(Stored data)
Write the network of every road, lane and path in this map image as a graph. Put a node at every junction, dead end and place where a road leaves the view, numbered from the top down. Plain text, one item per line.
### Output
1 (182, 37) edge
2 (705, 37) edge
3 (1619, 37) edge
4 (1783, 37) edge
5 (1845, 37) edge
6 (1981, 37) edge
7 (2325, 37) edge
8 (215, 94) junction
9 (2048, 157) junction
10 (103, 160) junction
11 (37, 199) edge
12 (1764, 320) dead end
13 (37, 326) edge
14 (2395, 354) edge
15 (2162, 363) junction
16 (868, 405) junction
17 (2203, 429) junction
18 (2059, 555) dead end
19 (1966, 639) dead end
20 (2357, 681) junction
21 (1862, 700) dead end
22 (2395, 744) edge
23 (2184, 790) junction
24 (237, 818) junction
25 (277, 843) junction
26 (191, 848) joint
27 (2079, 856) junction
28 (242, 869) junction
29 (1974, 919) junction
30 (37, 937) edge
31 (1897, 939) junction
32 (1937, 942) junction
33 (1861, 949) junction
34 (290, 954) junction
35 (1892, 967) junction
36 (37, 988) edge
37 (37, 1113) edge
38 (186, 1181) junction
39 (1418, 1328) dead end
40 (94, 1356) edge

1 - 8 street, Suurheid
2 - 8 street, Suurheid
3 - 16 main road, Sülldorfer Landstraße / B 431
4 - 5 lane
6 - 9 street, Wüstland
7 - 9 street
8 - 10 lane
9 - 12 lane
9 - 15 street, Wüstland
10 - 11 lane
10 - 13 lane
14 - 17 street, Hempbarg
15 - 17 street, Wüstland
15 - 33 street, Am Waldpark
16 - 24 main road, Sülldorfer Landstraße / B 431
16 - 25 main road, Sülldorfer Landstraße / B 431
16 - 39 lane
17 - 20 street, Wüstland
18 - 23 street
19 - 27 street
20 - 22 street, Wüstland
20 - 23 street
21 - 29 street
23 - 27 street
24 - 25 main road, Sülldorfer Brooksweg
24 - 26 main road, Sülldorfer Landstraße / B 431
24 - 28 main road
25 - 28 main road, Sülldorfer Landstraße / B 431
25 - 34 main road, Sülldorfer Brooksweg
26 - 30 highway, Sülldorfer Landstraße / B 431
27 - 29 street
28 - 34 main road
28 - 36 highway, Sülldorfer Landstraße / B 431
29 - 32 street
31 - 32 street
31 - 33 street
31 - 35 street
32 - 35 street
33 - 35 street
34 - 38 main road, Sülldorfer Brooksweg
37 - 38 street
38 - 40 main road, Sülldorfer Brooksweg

REQUIRED ACTION: The lines you return should be those above that contain the word "dead", every one of them.

RESPONSE TO THIS TASK:
Write the network of every road, lane and path in this map image as a graph. Put a node at every junction, dead end and place where a road leaves the view, numbered from the top down. Plain text, one item per line.
12 (1764, 320) dead end
18 (2059, 555) dead end
19 (1966, 639) dead end
21 (1862, 700) dead end
39 (1418, 1328) dead end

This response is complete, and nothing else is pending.